MATERIAL SHOWN:
—————

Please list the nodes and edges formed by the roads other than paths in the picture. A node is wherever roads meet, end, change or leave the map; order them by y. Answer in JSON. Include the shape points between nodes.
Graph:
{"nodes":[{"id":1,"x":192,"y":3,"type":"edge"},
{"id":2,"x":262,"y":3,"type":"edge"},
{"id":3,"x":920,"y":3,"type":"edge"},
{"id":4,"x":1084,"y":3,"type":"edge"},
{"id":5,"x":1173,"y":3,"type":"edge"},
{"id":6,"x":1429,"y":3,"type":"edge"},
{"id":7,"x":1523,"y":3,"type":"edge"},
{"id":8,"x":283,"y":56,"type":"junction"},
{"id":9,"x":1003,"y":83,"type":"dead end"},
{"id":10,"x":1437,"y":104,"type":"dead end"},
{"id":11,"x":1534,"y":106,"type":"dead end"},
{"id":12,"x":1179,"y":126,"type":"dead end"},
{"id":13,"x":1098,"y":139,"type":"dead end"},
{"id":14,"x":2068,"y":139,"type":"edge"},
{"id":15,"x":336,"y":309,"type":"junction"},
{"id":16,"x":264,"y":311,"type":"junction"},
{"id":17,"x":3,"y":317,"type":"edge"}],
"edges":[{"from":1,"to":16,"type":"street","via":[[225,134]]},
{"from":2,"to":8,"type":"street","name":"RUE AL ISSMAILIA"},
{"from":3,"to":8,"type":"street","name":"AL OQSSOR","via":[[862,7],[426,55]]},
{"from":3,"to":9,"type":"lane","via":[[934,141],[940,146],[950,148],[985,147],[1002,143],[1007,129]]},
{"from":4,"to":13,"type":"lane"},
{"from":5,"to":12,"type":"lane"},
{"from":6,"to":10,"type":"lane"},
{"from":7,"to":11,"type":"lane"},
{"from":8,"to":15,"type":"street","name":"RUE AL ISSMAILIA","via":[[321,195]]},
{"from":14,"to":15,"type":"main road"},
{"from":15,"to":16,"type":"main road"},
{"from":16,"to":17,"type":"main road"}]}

—————

Copy out each line of the data in which the word "lane" appears.

{"from":3,"to":9,"type":"lane","via":[[934,141],[940,146],[950,148],[985,147],[1002,143],[1007,129]]},
{"from":4,"to":13,"type":"lane"},
{"from":5,"to":12,"type":"lane"},
{"from":6,"to":10,"type":"lane"},
{"from":7,"to":11,"type":"lane"},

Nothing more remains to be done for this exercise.